━━━ DATASET EXTRACT

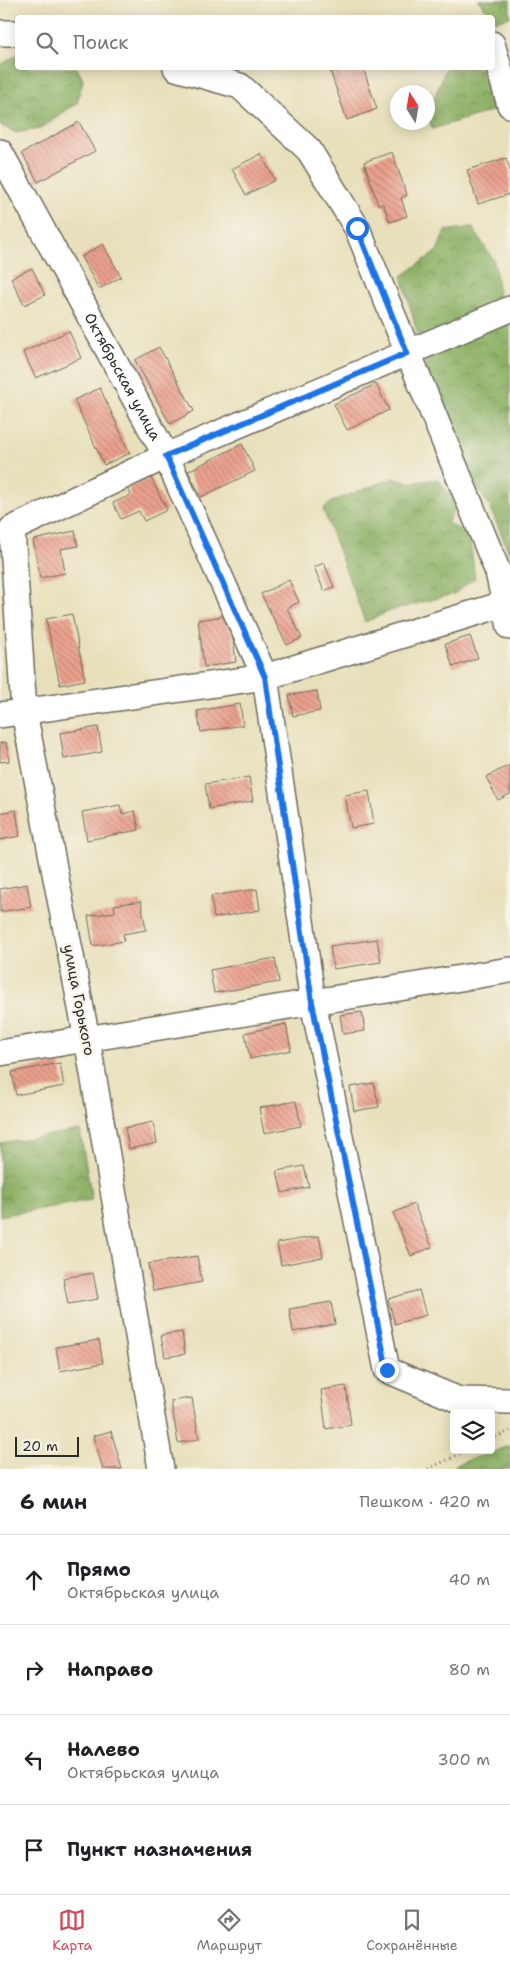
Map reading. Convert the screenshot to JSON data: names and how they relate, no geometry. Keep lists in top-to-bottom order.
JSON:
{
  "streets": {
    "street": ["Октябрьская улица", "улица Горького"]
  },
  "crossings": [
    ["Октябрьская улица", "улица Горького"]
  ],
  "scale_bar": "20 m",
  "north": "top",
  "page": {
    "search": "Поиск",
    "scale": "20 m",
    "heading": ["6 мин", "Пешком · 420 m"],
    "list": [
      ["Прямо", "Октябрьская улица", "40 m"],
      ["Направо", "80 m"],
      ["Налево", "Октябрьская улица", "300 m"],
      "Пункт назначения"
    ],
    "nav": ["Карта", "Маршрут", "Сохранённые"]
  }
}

━━━━━━

**WHAT YOU WILL DO**:
Omit the pictures, and quote the material above exactly as given.

**RESPONSE**:
Map reading. Convert the screenshot to JSON data: names and how they relate, no geometry. Keep lists in top-to-bottom order.
JSON:
{
  "streets": {
    "street": ["Октябрьская улица", "улица Горького"]
  },
  "crossings": [
    ["Октябрьская улица", "улица Горького"]
  ],
  "scale_bar": "20 m",
  "north": "top",
  "page": {
    "search": "Поиск",
    "scale": "20 m",
    "heading": ["6 мин", "Пешком · 420 m"],
    "list": [
      ["Прямо", "Октябрьская улица", "40 m"],
      ["Направо", "80 m"],
      ["Налево", "Октябрьская улица", "300 m"],
      "Пункт назначения"
    ],
    "nav": ["Карта", "Маршрут", "Сохранённые"]
  }
}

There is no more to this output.